Sage est celui qui sait cela.
Sa Sainteté mentionna deux objectifs : un statut élevé ou renaissance supérieure et une excellence définitive ou libération. Il cita seize causes de statut élevé répertoriées dans la Guirlande précieuse de Nagarjouna. Il s'agit de treize activités à éviter, les dix actes non-vertueuses : le meurtre, le vol et l'adultère ; les paroles fausses, qui divisent, dures et inutiles ; la convoitise, les intentions nuisibles et les vues erronées. Les trois autres activités à restreindre sont la consommation d'alcool, les mauvais moyens de subsistance et le fait de nuire. Il y a trois autres activités à adopter : le don respectueux, respecter ce qui est digne d’honneur et l'amour.
Afin d'atteindre l’excellence définitive, nous devons éliminer non seulement les conceptions erronées du soi, mais aussi les obscurcissements cognitifs. La sagesse qui comprend la vacuité doit être soutenue par l'esprit d'éveil de la bodhicitta. Sa Sainteté fit remarquer que nous devons comprendre ce que la vacuité signifie et suivre le chemin indiqué dans le mantra du Soutra du cœur. Il définit la bodhicitta comme l'intention de devenir un Bouddha pour aider les autres. Il souligna que la compréhension de la vacuité est importante au début, au milieu et à la fin, et répéta que nous devons acquérir une conviction ferme quant aux enseignements du Bouddha grâce à la raison et à l’entraînement de l'esprit.
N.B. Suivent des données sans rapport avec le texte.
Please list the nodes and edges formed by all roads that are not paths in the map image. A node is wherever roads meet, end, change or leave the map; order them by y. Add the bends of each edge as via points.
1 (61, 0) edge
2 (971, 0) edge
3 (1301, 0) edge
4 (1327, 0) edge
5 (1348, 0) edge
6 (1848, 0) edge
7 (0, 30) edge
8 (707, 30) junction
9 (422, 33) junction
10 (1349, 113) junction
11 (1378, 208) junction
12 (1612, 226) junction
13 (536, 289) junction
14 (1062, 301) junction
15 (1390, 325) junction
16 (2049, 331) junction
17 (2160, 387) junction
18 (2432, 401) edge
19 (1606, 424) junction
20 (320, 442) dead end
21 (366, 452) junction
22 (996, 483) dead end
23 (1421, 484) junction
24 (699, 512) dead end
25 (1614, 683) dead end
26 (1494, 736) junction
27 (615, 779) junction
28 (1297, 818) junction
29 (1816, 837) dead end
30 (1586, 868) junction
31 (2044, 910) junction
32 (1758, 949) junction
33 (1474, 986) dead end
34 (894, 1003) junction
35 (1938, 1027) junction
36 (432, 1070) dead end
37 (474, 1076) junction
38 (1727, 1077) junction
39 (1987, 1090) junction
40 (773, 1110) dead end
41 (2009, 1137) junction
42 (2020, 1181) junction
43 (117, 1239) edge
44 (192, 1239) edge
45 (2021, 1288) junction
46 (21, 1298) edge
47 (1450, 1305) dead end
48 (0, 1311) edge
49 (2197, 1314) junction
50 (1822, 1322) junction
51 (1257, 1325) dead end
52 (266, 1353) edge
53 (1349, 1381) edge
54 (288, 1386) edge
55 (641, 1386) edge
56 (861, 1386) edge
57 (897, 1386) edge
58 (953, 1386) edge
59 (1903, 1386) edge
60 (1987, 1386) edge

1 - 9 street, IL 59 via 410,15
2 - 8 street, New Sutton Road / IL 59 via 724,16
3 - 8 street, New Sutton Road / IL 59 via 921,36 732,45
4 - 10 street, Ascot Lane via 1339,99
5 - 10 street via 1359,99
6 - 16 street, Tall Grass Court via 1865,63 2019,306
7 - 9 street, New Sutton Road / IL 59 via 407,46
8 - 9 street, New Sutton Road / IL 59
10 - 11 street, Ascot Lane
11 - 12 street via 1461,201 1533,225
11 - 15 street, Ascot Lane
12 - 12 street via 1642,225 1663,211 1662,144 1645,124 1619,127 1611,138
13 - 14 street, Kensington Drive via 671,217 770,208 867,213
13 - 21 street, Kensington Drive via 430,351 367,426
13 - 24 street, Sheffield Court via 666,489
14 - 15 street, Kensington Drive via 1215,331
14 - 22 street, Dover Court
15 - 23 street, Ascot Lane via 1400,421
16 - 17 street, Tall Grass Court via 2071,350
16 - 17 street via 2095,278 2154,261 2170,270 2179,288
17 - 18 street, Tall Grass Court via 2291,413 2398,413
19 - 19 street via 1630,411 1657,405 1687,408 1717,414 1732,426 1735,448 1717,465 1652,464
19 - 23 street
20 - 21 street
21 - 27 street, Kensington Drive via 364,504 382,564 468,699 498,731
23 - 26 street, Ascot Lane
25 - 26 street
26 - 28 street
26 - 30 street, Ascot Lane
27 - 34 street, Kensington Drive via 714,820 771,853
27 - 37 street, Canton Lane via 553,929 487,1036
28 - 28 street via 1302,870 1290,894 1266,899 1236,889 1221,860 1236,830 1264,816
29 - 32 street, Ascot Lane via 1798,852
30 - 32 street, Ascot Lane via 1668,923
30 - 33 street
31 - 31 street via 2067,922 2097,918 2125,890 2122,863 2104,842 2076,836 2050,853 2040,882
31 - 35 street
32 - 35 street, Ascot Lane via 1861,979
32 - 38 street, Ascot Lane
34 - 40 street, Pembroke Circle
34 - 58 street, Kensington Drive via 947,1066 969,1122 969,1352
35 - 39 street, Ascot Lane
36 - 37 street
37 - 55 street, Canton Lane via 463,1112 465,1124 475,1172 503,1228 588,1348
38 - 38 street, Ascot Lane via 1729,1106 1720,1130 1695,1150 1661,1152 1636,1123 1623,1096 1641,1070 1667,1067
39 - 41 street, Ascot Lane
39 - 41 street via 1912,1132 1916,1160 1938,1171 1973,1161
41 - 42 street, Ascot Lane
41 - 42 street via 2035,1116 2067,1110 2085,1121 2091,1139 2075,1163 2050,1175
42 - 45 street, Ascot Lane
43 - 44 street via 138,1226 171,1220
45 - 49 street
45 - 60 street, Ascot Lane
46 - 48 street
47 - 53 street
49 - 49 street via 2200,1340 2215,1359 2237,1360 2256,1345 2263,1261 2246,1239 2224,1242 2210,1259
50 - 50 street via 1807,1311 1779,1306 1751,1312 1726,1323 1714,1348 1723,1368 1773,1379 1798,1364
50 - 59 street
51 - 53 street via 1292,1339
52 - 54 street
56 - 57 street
Reprenant sa lecture de l'Essence de la voie du milieu, Sa Sainteté termina le chapitre trois, " La quête pour comprendre la réalité ", puis lut le chapitre quatre, " Interpréter les principes des shravakas " et le chapitre cinq, " Interpréter les principes des yogacharins ", où il s'arrêta pour la journée. Il annonça qu’il pensait pouvoir achever la transmission de ce texte demain et qu’il comptait donner une permission consécutive de Manjoushri le lendemain.
En raison du mauvais temps, Sa Sainteté s'arrêta moins souvent que d'habitude en passant devant le temple et descendit les marches pour entrer dans la cour. Il grimpa dans une voiture pour retourner à sa résidence.